To borrow an example from Robin Hanson, we have both preferences that are consciously held, and preferences that are unconsciously held, and many "rationality techniques" seem to emphasize the consciously held preferences at the expense of unconsciously held preferences. It's not clear this is kosher.

I think there are many important unsolved problems in the theoretical/philosophical parts of rationality, and this post seems to under-emphasize them.

Comment author: AnnaSalamon 13 January 2011 11:46:20AM 4 points [-]

I think there are many important unsolved problems in the theoretical/philosophical parts of rationality, and this post seems to under-emphasize them.

What would a picture of rationality’s goal that correctly emphasized them look like?

Comment author: Wei_Dai 13 January 2011 07:15:55PM 3 points [-]

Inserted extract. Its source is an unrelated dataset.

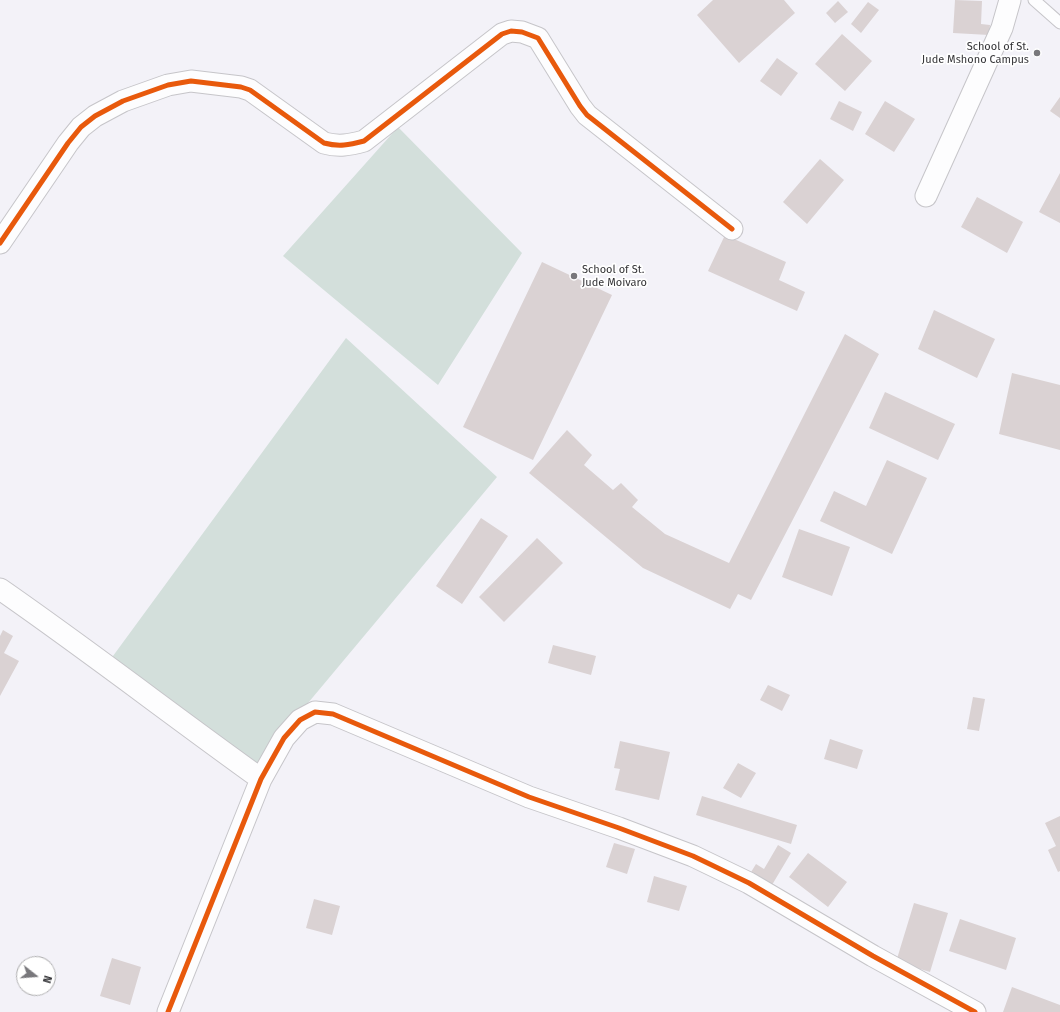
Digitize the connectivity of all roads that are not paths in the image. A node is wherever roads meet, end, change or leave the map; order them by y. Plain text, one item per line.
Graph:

I think it should at least mention prominently that there is a field that might be called "theory of rationality" and perhaps subdivided into "theory of ideal agents" and "theory of flawed agents", and we still know very little about these subjects (the latter even less than the former), and as a result we have little theoretical guidance for the practical work.

I'm tempted to further say that work on theory should take precedence over work on practice at this point, but that's probably just my personal bias speaking. In any case people will mostly work on what they intuitively think is interesting or important, so I just want to make sure that people who are interested in "rationality" know that there are lots of theoretical problems that they might consider interesting or important.

Comment author: AnnaSalamon 13 January 2011 11:45:47AM *  3 points [-]

The point is, we don't just want to turn humans into coherent agents, we want to turn them into coherent agents who can be said to have the same preferences as the original humans. But given that we don't have a theory of preferences for incoherent agents, how do we know that any given trick intended to improve coherence is preference-preserving? Right now we have little to guide us except intuition.

I absolutely agree. The actual question I had written on my sheet, as I tried to figure out what a more powerful “rationality” might include, was “... into coherent agents, with something like the goals ‘we’ wish to have?” Branch #8 above is exactly the art of not having the goals-one-acts-on be at odds with the goals-one-actually-cares-about (and includes much mention of the usefulness of theory).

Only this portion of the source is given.